Notoriety would be a better word for Illinois State, all because of a skinny kid from Benton, Ill. who became something of a folk hero at the Olympic try-out camp in Colorado and at the Olympics themselves when he sank a pair of free throws that appeared to win the gold medal for the United States. Doug Collins, a 6'6" guard, finished third in the nation in scoring last year for the 16-10 Redbirds, and now Will Robinson, who coached Mel Daniels, Spencer Haywood and Ralph Simpson at Detroit's Pershing High, has brought in some young turks to work with Collins in his senior year. Among them are high school All-Americas Bubbles Hawkins, who played for Robinson at Pershing, and Roger Powell and another freshman, Mike Bonczyk, who as a high schooler teamed with Indiana's Quinn Buckner on consecutive Illinois state champions. Robinson also has 6'11" Center Ron de Vries and 6'9" Forward Stepney Bacon. It is a lot for a 115-year-old school only recently turned major.
SOUTH
The collection of basketball talent at Furman University may raise more questions than it answers. Will one basketball be enough to satisfy Joe Williams' point mongers? Will the defense again let the Paladins lose 11 times while the offense is averaging 92.6 points a game? Williams has the players who could equal the success he enjoyed at Jacksonville, but he may not have the team. Furman's early practices indicated as much. "Sometimes there were four big men under the basket wanting the ball," said 7'1" Center Fessor Leonard, who was one of them. "We've got to learn to play together."

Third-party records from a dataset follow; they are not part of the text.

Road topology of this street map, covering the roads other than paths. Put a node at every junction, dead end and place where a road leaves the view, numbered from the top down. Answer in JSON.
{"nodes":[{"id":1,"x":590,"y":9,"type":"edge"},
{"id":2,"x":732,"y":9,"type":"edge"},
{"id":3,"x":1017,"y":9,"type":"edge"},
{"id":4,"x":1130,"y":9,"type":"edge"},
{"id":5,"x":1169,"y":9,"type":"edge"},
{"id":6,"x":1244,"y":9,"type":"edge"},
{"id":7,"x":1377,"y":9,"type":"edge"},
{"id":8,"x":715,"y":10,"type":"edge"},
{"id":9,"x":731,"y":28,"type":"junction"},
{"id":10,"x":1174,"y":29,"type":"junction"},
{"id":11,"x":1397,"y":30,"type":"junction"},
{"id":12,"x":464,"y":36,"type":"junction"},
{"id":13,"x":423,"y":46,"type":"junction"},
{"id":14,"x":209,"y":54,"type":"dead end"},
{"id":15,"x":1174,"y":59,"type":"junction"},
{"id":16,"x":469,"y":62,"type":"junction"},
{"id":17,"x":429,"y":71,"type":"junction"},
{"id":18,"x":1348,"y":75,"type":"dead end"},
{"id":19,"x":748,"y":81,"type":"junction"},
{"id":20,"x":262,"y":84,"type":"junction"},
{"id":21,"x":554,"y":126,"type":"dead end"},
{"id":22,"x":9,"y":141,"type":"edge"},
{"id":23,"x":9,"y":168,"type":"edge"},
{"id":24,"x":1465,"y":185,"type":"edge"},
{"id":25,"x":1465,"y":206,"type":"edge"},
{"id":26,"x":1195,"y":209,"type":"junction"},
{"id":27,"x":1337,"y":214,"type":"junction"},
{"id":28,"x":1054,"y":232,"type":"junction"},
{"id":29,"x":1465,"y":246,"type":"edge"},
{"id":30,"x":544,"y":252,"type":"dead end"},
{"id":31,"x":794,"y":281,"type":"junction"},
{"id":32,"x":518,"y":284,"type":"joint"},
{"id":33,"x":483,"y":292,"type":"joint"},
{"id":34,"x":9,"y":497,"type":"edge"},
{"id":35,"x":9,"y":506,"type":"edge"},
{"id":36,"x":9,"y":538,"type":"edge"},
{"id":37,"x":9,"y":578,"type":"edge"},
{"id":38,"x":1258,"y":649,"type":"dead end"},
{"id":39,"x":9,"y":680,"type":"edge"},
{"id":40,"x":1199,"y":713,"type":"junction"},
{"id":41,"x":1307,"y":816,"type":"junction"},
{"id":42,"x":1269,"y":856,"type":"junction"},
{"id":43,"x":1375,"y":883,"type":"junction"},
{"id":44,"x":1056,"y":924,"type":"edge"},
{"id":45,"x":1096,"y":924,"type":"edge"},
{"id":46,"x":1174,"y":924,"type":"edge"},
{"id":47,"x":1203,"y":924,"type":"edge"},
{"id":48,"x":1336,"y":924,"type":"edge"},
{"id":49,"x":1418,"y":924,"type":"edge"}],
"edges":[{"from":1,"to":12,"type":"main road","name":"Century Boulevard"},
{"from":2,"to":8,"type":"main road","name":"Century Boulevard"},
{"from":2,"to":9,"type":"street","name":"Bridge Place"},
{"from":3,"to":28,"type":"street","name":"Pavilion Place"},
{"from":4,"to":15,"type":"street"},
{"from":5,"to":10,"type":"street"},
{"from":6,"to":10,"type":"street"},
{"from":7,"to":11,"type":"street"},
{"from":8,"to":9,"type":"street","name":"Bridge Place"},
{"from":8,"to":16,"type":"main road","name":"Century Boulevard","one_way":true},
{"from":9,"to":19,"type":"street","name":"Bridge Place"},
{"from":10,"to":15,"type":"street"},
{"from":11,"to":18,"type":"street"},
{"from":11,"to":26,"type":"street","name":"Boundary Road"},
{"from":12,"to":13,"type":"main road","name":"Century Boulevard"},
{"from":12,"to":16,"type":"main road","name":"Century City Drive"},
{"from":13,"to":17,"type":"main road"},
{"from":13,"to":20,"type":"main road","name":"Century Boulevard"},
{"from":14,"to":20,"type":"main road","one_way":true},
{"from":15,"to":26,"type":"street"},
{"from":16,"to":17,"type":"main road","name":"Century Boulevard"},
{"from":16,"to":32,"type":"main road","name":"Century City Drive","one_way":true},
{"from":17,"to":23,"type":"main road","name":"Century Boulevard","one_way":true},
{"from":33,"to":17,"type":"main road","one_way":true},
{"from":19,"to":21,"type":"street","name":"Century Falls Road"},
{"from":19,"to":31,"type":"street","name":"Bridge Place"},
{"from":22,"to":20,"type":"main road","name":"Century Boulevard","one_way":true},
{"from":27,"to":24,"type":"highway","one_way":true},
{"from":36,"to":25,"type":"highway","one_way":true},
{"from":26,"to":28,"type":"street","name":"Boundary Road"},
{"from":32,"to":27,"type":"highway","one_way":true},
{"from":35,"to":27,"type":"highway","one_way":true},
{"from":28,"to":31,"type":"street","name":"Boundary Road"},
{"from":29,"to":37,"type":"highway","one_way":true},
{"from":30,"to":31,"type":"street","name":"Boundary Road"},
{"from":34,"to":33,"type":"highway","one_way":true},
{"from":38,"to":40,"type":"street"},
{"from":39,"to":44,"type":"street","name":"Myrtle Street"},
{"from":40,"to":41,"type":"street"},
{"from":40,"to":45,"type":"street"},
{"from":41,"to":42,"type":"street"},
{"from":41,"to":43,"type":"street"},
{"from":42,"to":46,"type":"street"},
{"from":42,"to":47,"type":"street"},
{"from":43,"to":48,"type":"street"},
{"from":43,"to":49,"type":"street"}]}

Leonard and another sophomore, 6'9" Clyde Mayes, have caused a reshuffling of the team that won 17 games for the most Paladin victories in 20 years. The Southern Conference's two leading scorers, Player of the Year Russ Hunt and Roy Simpson, have been moved to unfamiliar positions outside. And Leonard should not be confused with Williams' Jacksonville giant, Artis Gilmore. "Fessor is not the same defensive player or rebounder," he says, "but he's quite a shooter." The backboard help so missing last season will come from Mayes. "I've never had more depth," Williams says.